WHAT THE TASK REQUIRES: A verbatim copy of all the data is required; the pictures should not appear in it.
Top of SUPPLIED INFORMATION
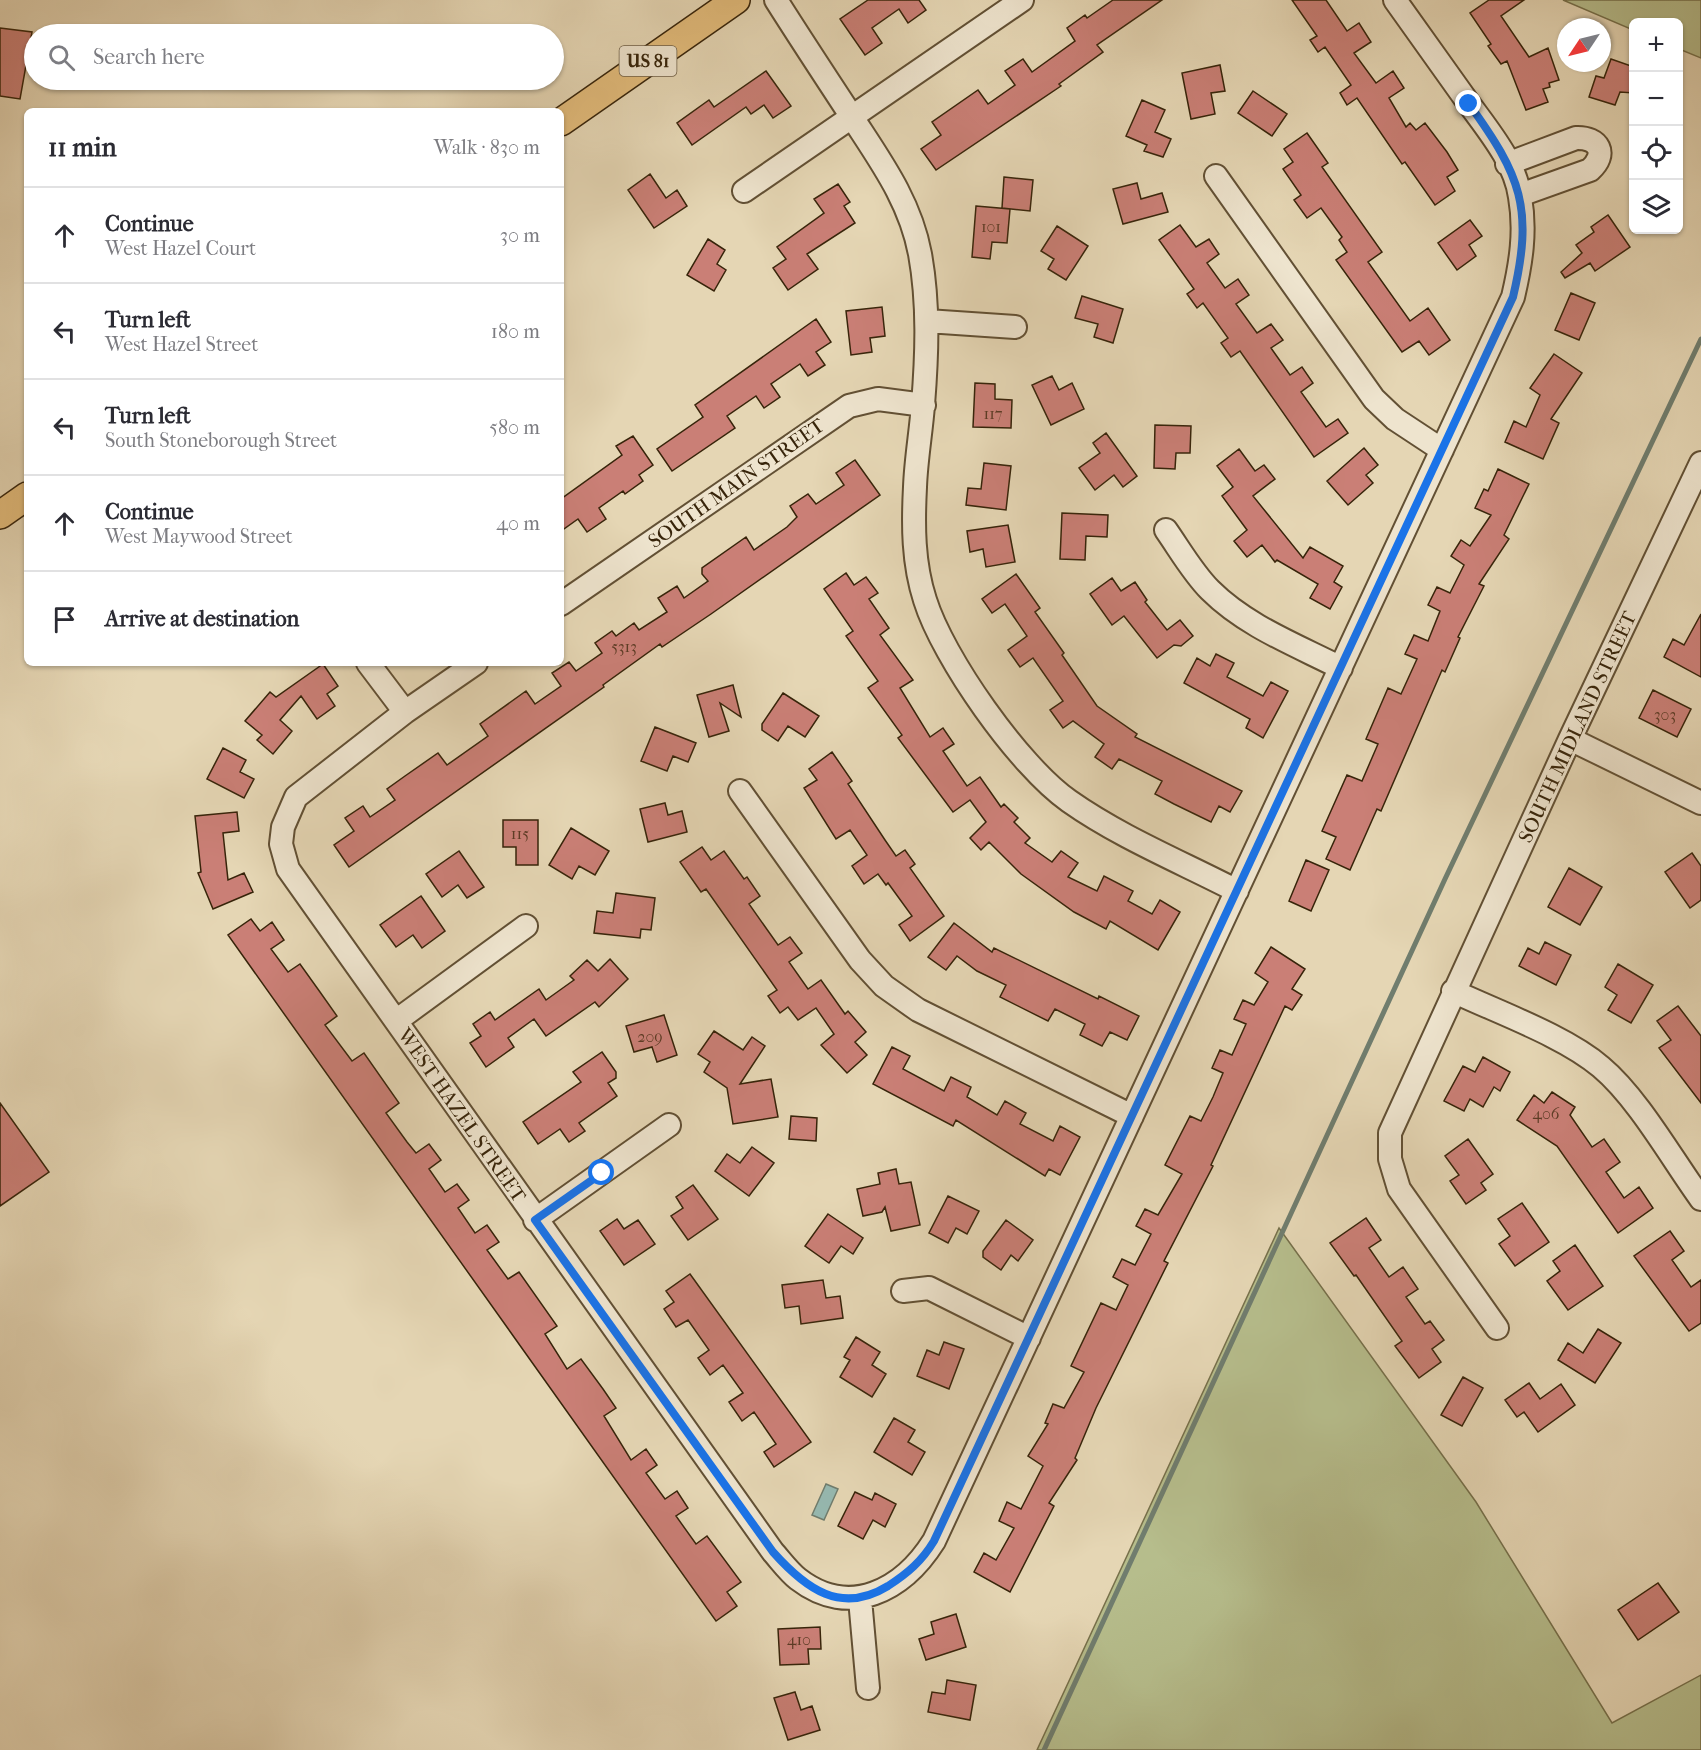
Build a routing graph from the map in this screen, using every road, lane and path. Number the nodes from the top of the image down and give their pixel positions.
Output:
1 (736, 0) edge
2 (776, 0) edge
3 (1022, 0) edge
4 (1395, 0) edge
5 (852, 117) junction
6 (564, 120) edge
7 (1507, 164) junction
8 (1216, 176) dead end
9 (744, 191) dead end
10 (1520, 195) junction
11 (927, 321) junction
12 (1015, 327) dead end
13 (924, 405) junction
14 (1442, 450) junction
15 (1701, 463) edge
16 (1695, 493) edge
17 (24, 498) edge
18 (0, 515) edge
19 (1166, 530) dead end
20 (564, 602) edge
21 (370, 666) edge
22 (472, 666) edge
23 (1341, 668) junction
24 (405, 712) junction
25 (1570, 739) junction
26 (740, 791) dead end
27 (1701, 803) edge
28 (1237, 891) junction
29 (526, 926) dead end
30 (1453, 991) junction
31 (396, 1021) junction
32 (1132, 1116) junction
33 (669, 1125) dead end
34 (1701, 1199) edge
35 (535, 1220) junction
36 (903, 1291) dead end
37 (1497, 1328) dead end
38 (1029, 1338) junction
39 (860, 1599) junction
40 (868, 1688) dead end

1 - 6 main road, US 81
2 - 5 street
3 - 5 street
4 - 7 street
5 - 9 street
5 - 11 street
7 - 10 street
7 - 10 street
8 - 14 street
10 - 14 street
11 - 12 street
11 - 13 street
13 - 20 street, SOUTH MAIN STREET
13 - 28 street
14 - 23 street
15 - 16 street, SOUTH MIDLAND STREET
16 - 25 street, SOUTH MIDLAND STREET
17 - 18 main road
19 - 23 street
21 - 24 street
22 - 24 street
23 - 28 street
24 - 31 street, WEST HAZEL STREET
25 - 27 street
25 - 30 street, SOUTH MIDLAND STREET
26 - 32 street
28 - 32 street
29 - 31 street
30 - 34 street
30 - 37 street, SOUTH MIDLAND STREET
31 - 35 street, WEST HAZEL STREET
32 - 38 street
33 - 35 street
35 - 39 street, WEST HAZEL STREET
36 - 38 street
38 - 39 street
39 - 40 street

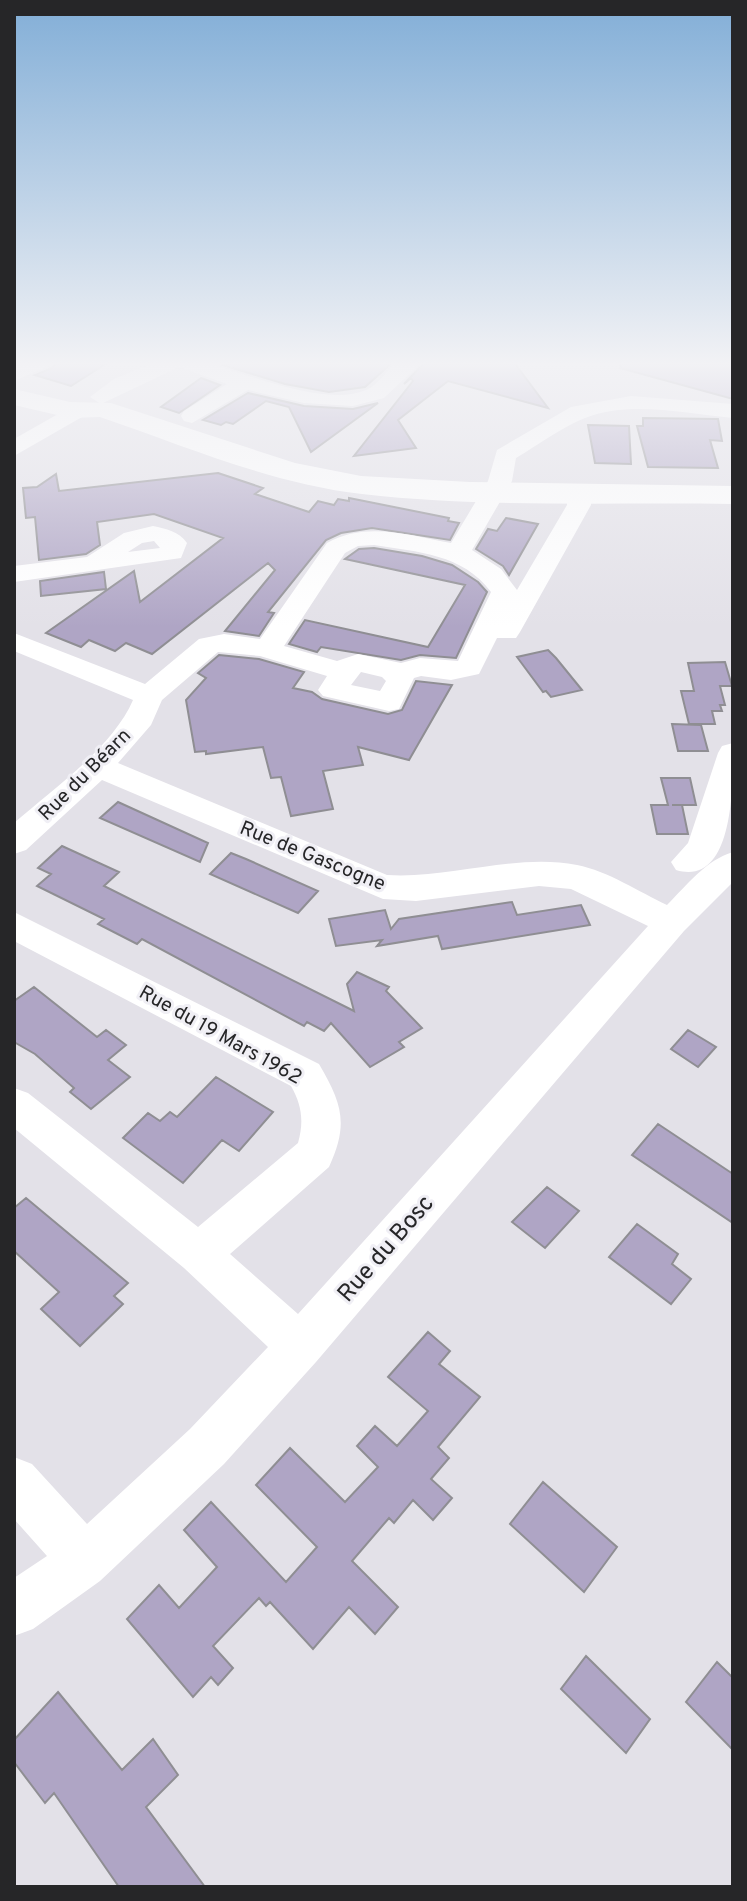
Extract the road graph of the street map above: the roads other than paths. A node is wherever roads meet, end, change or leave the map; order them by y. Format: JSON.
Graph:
{"nodes":[{"id":1,"x":224,"y":450,"type":"edge"},
{"id":2,"x":514,"y":450,"type":"edge"},
{"id":3,"x":495,"y":491,"type":"junction"},
{"id":4,"x":579,"y":492,"type":"junction"},
{"id":5,"x":733,"y":495,"type":"edge"},
{"id":6,"x":458,"y":552,"type":"junction"},
{"id":7,"x":95,"y":563,"type":"dead end"},
{"id":8,"x":14,"y":574,"type":"edge"},
{"id":9,"x":14,"y":641,"type":"edge"},
{"id":10,"x":268,"y":649,"type":"junction"},
{"id":11,"x":494,"y":653,"type":"dead end"},
{"id":12,"x":149,"y":696,"type":"junction"},
{"id":13,"x":733,"y":753,"type":"edge"},
{"id":14,"x":98,"y":766,"type":"junction"},
{"id":15,"x":14,"y":842,"type":"edge"},
{"id":16,"x":688,"y":862,"type":"dead end"},
{"id":17,"x":733,"y":864,"type":"edge"},
{"id":18,"x":672,"y":922,"type":"junction"},
{"id":19,"x":14,"y":925,"type":"edge"},
{"id":20,"x":14,"y":1105,"type":"edge"},
{"id":21,"x":199,"y":1254,"type":"junction"},
{"id":22,"x":300,"y":1346,"type":"junction"},
{"id":23,"x":14,"y":1482,"type":"edge"},
{"id":24,"x":82,"y":1563,"type":"junction"},
{"id":25,"x":14,"y":1610,"type":"edge"}],
"edges":[{"from":1,"to":3,"type":"main road"},
{"from":2,"to":3,"type":"street"},
{"from":3,"to":4,"type":"main road"},
{"from":3,"to":6,"type":"street"},
{"from":4,"to":5,"type":"main road"},
{"from":4,"to":11,"type":"street"},
{"from":6,"to":10,"type":"street"},
{"from":6,"to":10,"type":"street","name":"Rue du Béarn"},
{"from":7,"to":8,"type":"street"},
{"from":9,"to":12,"type":"street"},
{"from":10,"to":12,"type":"street","name":"Rue du Béarn"},
{"from":12,"to":14,"type":"street","name":"Rue du Béarn"},
{"from":13,"to":16,"type":"street"},
{"from":14,"to":15,"type":"street","name":"Rue du Béarn"},
{"from":14,"to":18,"type":"street","name":"Rue de Gascogne"},
{"from":17,"to":18,"type":"street","name":"Rue du Bosc"},
{"from":18,"to":22,"type":"street","name":"Rue du Bosc"},
{"from":19,"to":21,"type":"street","name":"Rue du 19 Mars 1962"},
{"from":20,"to":21,"type":"street"},
{"from":21,"to":22,"type":"street"},
{"from":22,"to":24,"type":"street","name":"Rue du Bosc"},
{"from":23,"to":24,"type":"street"},
{"from":24,"to":25,"type":"street","name":"Rue du Bosc"}]}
Bottom of SUPPLIED INFORMATION
ANSWER BOX:
Build a routing graph from the map in this screen, using every road, lane and path. Number the nodes from the top of the image down and give their pixel positions.
Output:
1 (736, 0) edge
2 (776, 0) edge
3 (1022, 0) edge
4 (1395, 0) edge
5 (852, 117) junction
6 (564, 120) edge
7 (1507, 164) junction
8 (1216, 176) dead end
9 (744, 191) dead end
10 (1520, 195) junction
11 (927, 321) junction
12 (1015, 327) dead end
13 (924, 405) junction
14 (1442, 450) junction
15 (1701, 463) edge
16 (1695, 493) edge
17 (24, 498) edge
18 (0, 515) edge
19 (1166, 530) dead end
20 (564, 602) edge
21 (370, 666) edge
22 (472, 666) edge
23 (1341, 668) junction
24 (405, 712) junction
25 (1570, 739) junction
26 (740, 791) dead end
27 (1701, 803) edge
28 (1237, 891) junction
29 (526, 926) dead end
30 (1453, 991) junction
31 (396, 1021) junction
32 (1132, 1116) junction
33 (669, 1125) dead end
34 (1701, 1199) edge
35 (535, 1220) junction
36 (903, 1291) dead end
37 (1497, 1328) dead end
38 (1029, 1338) junction
39 (860, 1599) junction
40 (868, 1688) dead end

1 - 6 main road, US 81
2 - 5 street
3 - 5 street
4 - 7 street
5 - 9 street
5 - 11 street
7 - 10 street
7 - 10 street
8 - 14 street
10 - 14 street
11 - 12 street
11 - 13 street
13 - 20 street, SOUTH MAIN STREET
13 - 28 street
14 - 23 street
15 - 16 street, SOUTH MIDLAND STREET
16 - 25 street, SOUTH MIDLAND STREET
17 - 18 main road
19 - 23 street
21 - 24 street
22 - 24 street
23 - 28 street
24 - 31 street, WEST HAZEL STREET
25 - 27 street
25 - 30 street, SOUTH MIDLAND STREET
26 - 32 street
28 - 32 street
29 - 31 street
30 - 34 street
30 - 37 street, SOUTH MIDLAND STREET
31 - 35 street, WEST HAZEL STREET
32 - 38 street
33 - 35 street
35 - 39 street, WEST HAZEL STREET
36 - 38 street
38 - 39 street
39 - 40 street

Extract the road graph of the street map above: the roads other than paths. A node is wherever roads meet, end, change or leave the map; order them by y. Format: JSON.
Graph:
{"nodes":[{"id":1,"x":224,"y":450,"type":"edge"},
{"id":2,"x":514,"y":450,"type":"edge"},
{"id":3,"x":495,"y":491,"type":"junction"},
{"id":4,"x":579,"y":492,"type":"junction"},
{"id":5,"x":733,"y":495,"type":"edge"},
{"id":6,"x":458,"y":552,"type":"junction"},
{"id":7,"x":95,"y":563,"type":"dead end"},
{"id":8,"x":14,"y":574,"type":"edge"},
{"id":9,"x":14,"y":641,"type":"edge"},
{"id":10,"x":268,"y":649,"type":"junction"},
{"id":11,"x":494,"y":653,"type":"dead end"},
{"id":12,"x":149,"y":696,"type":"junction"},
{"id":13,"x":733,"y":753,"type":"edge"},
{"id":14,"x":98,"y":766,"type":"junction"},
{"id":15,"x":14,"y":842,"type":"edge"},
{"id":16,"x":688,"y":862,"type":"dead end"},
{"id":17,"x":733,"y":864,"type":"edge"},
{"id":18,"x":672,"y":922,"type":"junction"},
{"id":19,"x":14,"y":925,"type":"edge"},
{"id":20,"x":14,"y":1105,"type":"edge"},
{"id":21,"x":199,"y":1254,"type":"junction"},
{"id":22,"x":300,"y":1346,"type":"junction"},
{"id":23,"x":14,"y":1482,"type":"edge"},
{"id":24,"x":82,"y":1563,"type":"junction"},
{"id":25,"x":14,"y":1610,"type":"edge"}],
"edges":[{"from":1,"to":3,"type":"main road"},
{"from":2,"to":3,"type":"street"},
{"from":3,"to":4,"type":"main road"},
{"from":3,"to":6,"type":"street"},
{"from":4,"to":5,"type":"main road"},
{"from":4,"to":11,"type":"street"},
{"from":6,"to":10,"type":"street"},
{"from":6,"to":10,"type":"street","name":"Rue du Béarn"},
{"from":7,"to":8,"type":"street"},
{"from":9,"to":12,"type":"street"},
{"from":10,"to":12,"type":"street","name":"Rue du Béarn"},
{"from":12,"to":14,"type":"street","name":"Rue du Béarn"},
{"from":13,"to":16,"type":"street"},
{"from":14,"to":15,"type":"street","name":"Rue du Béarn"},
{"from":14,"to":18,"type":"street","name":"Rue de Gascogne"},
{"from":17,"to":18,"type":"street","name":"Rue du Bosc"},
{"from":18,"to":22,"type":"street","name":"Rue du Bosc"},
{"from":19,"to":21,"type":"street","name":"Rue du 19 Mars 1962"},
{"from":20,"to":21,"type":"street"},
{"from":21,"to":22,"type":"street"},
{"from":22,"to":24,"type":"street","name":"Rue du Bosc"},
{"from":23,"to":24,"type":"street"},
{"from":24,"to":25,"type":"street","name":"Rue du Bosc"}]}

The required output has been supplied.